══ INPUT FOR THIS TASK ══

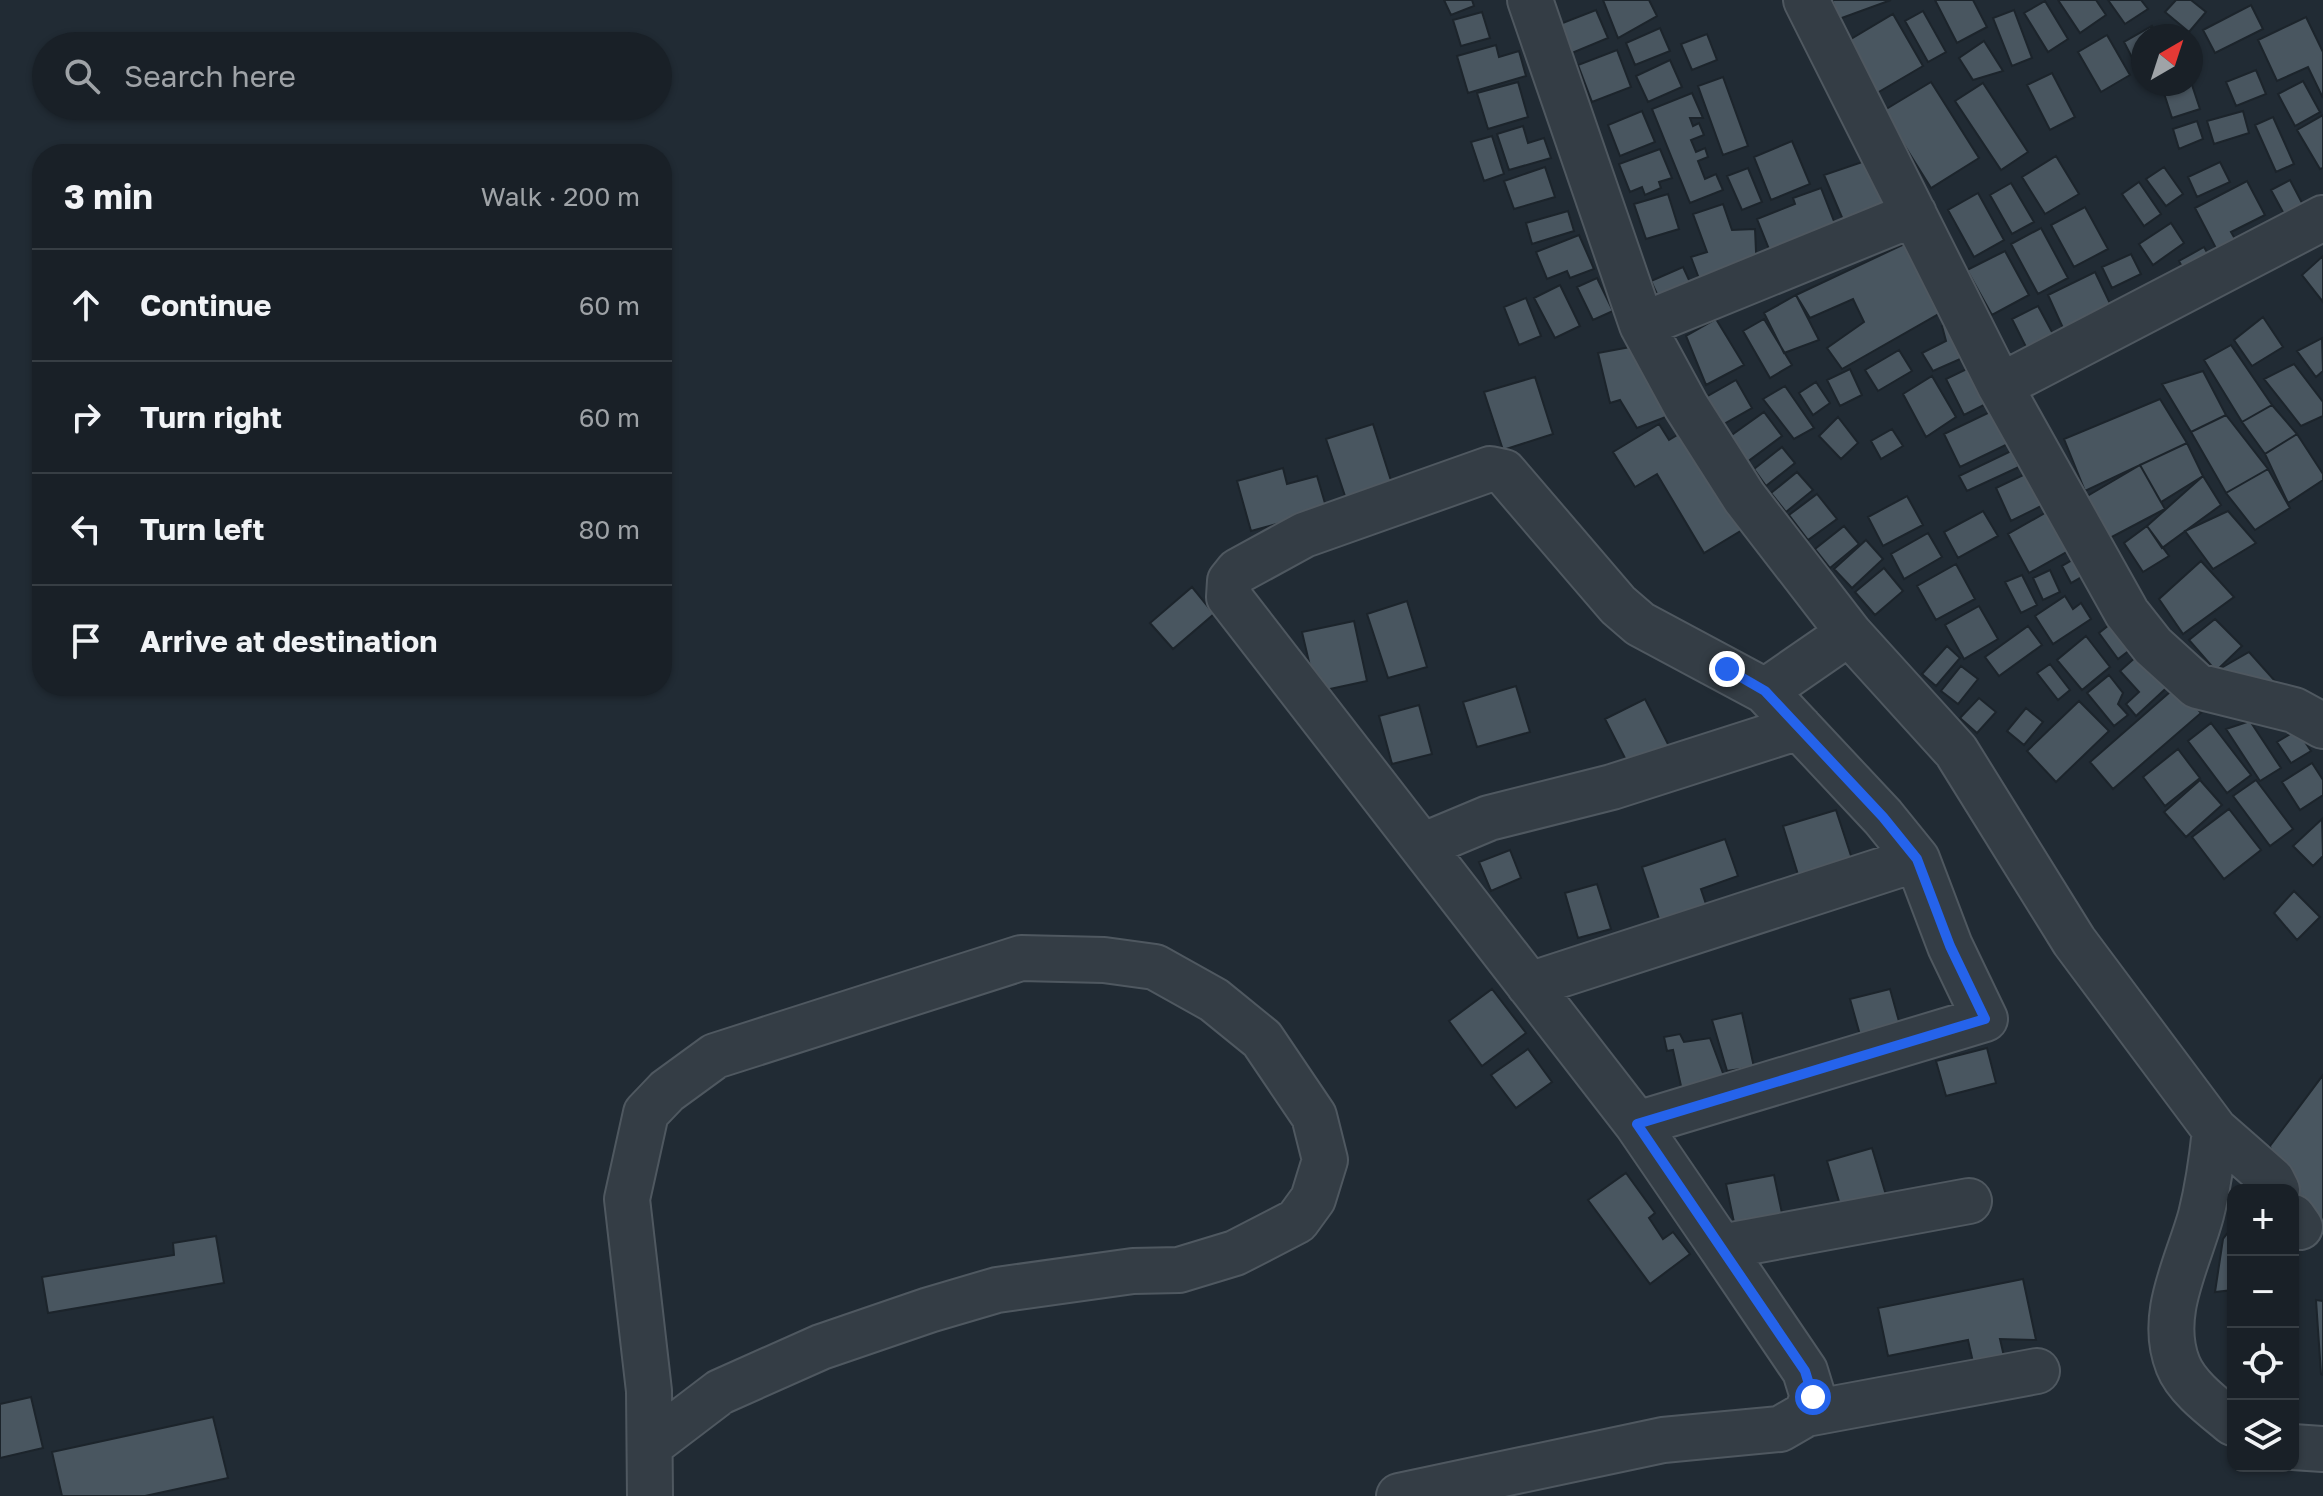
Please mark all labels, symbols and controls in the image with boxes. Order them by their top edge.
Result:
north arrow [2131,24,2203,96]
search box [32,32,672,120]
icon: search [60,54,104,98]
text: Search here [124,58,296,94]
text: 3 min [64,176,153,216]
text: Walk · 200 m [481,181,640,212]
icon: ahead [64,283,108,327]
text: Continue [140,287,271,323]
text: 60 m [579,290,640,321]
icon: right [64,395,108,439]
text: Turn right [140,399,282,435]
text: 60 m [579,402,640,433]
icon: left [64,507,108,551]
text: Turn left [140,511,265,547]
text: 80 m [579,514,640,545]
icon: arrive [64,619,108,663]
text: Arrive at destination [140,623,437,659]
route end [1709,651,1745,687]
map controls [2227,1184,2299,1472]
button: + [2227,1184,2299,1256]
button: − [2227,1256,2299,1328]
button: locate [2227,1328,2299,1400]
route start [1795,1379,1831,1415]
button: layers [2227,1400,2299,1472]

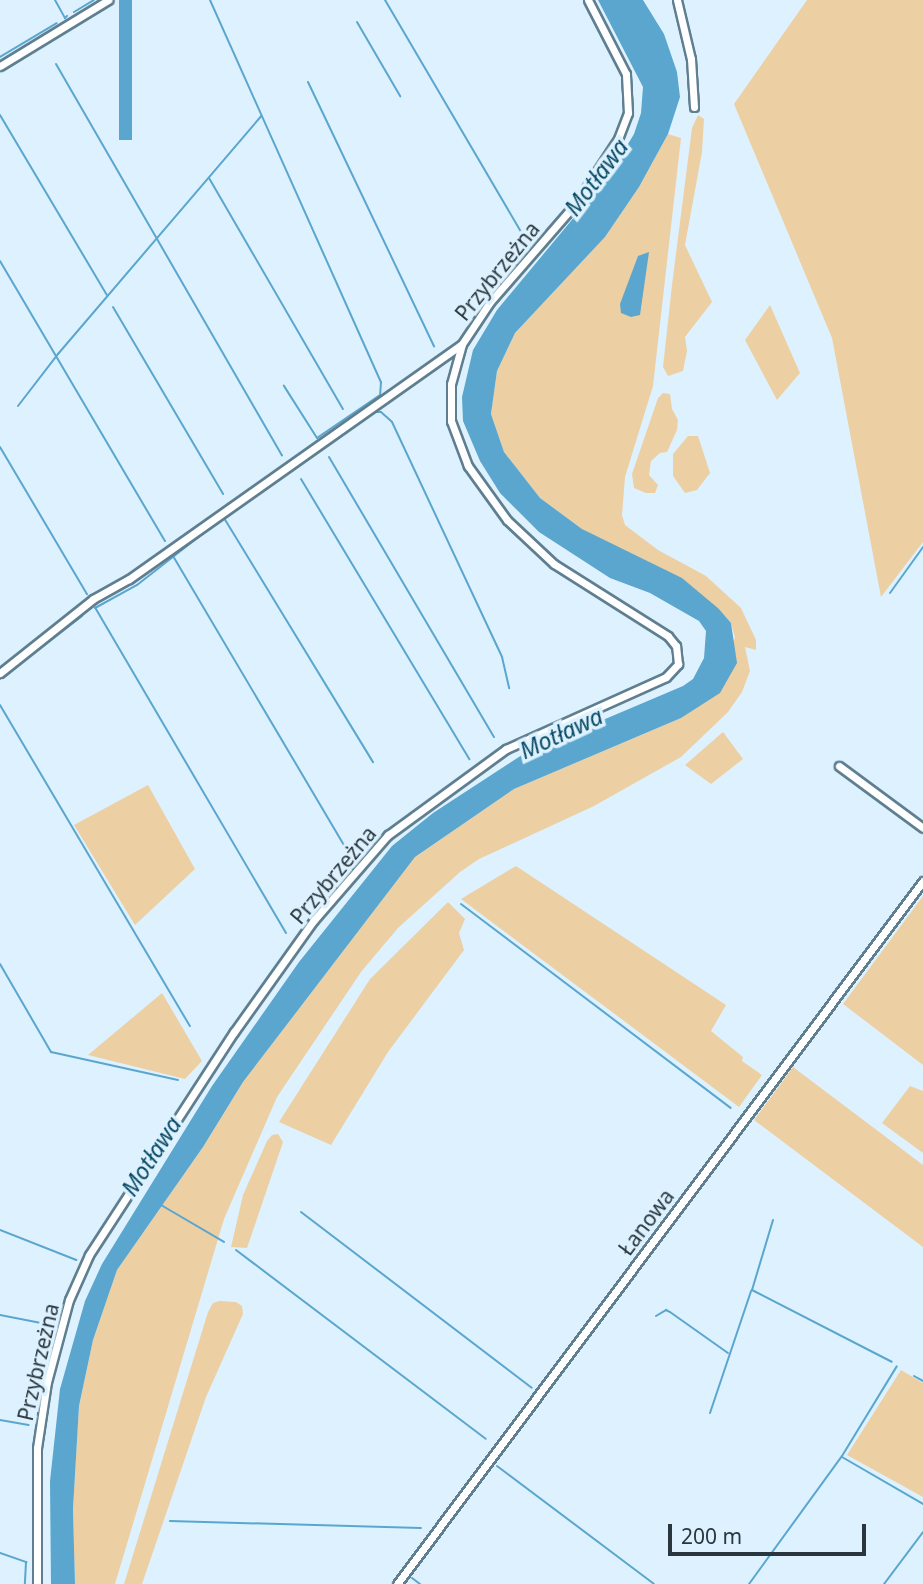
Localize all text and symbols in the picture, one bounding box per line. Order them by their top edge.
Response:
water label: Motława [558,133,634,221]
street label: Przybrzeżna [450,217,544,325]
water label: Motława [515,702,607,764]
street label: Przybrzeżna [285,821,381,929]
water label: Motława [115,1111,187,1201]
street label: Łanowa [613,1184,679,1260]
street label: Przybrzeżna [12,1301,64,1423]
scale bar [671,1510,869,1554]
text: 200 m [681,1522,742,1550]

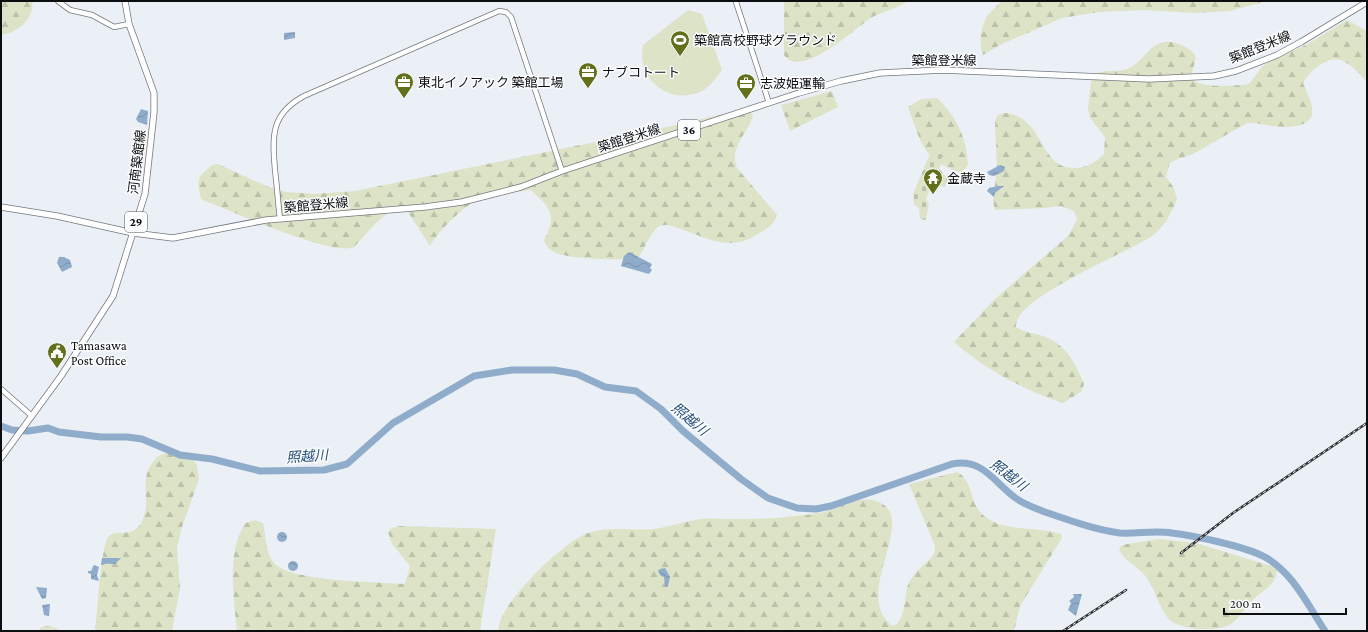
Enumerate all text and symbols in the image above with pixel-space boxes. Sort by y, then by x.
street label: 築館登米線 [1227,28,1293,66]
sports icon: 築館高校野球グラウンド [669,29,691,57]
place label: 築館高校野球グラウンド [694,33,837,48]
street label: 築館登米線 [911,53,977,68]
office icon: ナブコトート [577,61,599,89]
place label: ナブコトート [602,65,680,80]
office icon: 東北イノアック 築館工場 [393,71,415,99]
office icon: 志波姫運輸 [735,72,757,100]
place label: 東北イノアック 築館工場 [418,75,563,90]
place label: 志波姫運輸 [760,76,825,91]
road number: 36 [678,120,700,140]
street label: 築館登米線 [596,121,662,155]
street label: 河南築館線 [126,129,148,195]
temple icon: 金蔵寺 [922,167,944,195]
place label: 金蔵寺 [947,171,986,186]
street label: 築館登米線 [283,195,349,215]
road number: 29 [125,212,147,232]
place label: Tamasawa Post Office [71,338,127,368]
public building icon: Tamasawa Post Office [46,341,68,369]
water label: 照越川 [669,399,713,440]
water label: 照越川 [285,446,331,465]
water label: 照越川 [987,456,1032,495]
scale bar [1224,590,1346,616]
text: 200 m [1230,597,1262,611]

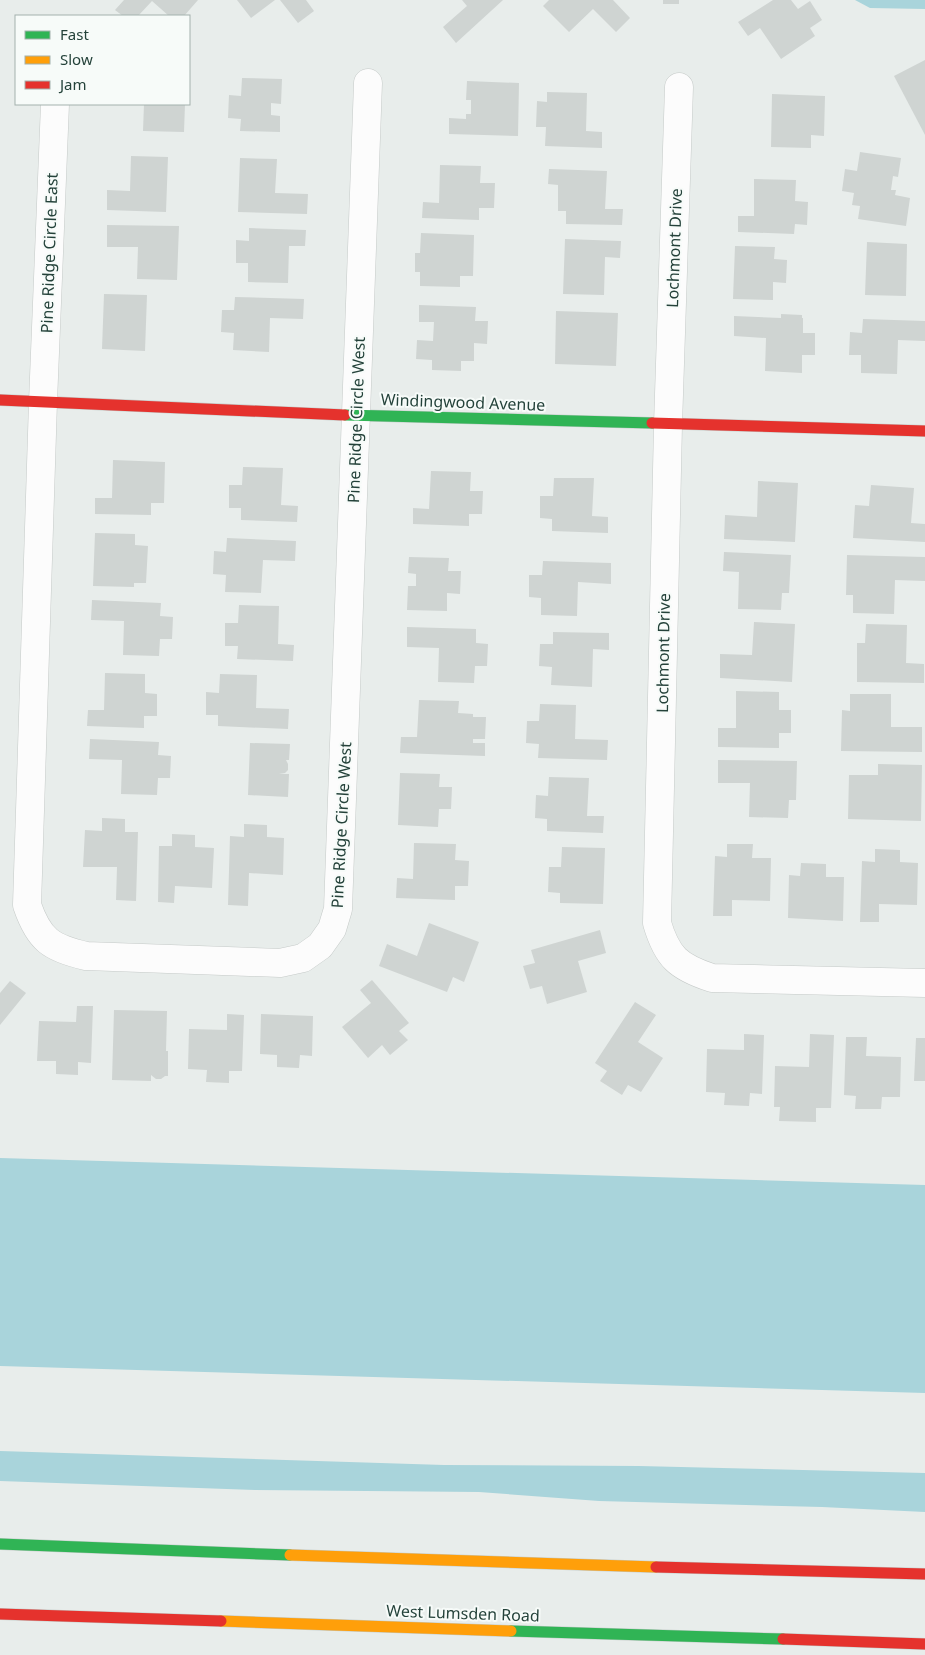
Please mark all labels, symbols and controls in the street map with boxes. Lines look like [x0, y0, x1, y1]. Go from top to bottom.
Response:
legend [15, 15, 190, 105]
text: Fast [60, 24, 89, 44]
text: Slow [60, 49, 93, 69]
text: Jam [58, 74, 87, 94]
street label: Pine Ridge Circle East [35, 172, 63, 334]
street label: Lochmont Drive [661, 188, 687, 308]
street label: Pine Ridge Circle West [342, 336, 370, 504]
street label: Windingwood Avenue [380, 388, 546, 416]
street label: Lochmont Drive [651, 593, 675, 713]
street label: Pine Ridge Circle West [326, 741, 356, 909]
street label: West Lumsden Road [386, 1599, 540, 1627]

═══

ASSIGNMENT: State only how many lines above contain "their".

EXPECTED OUTPUT: 2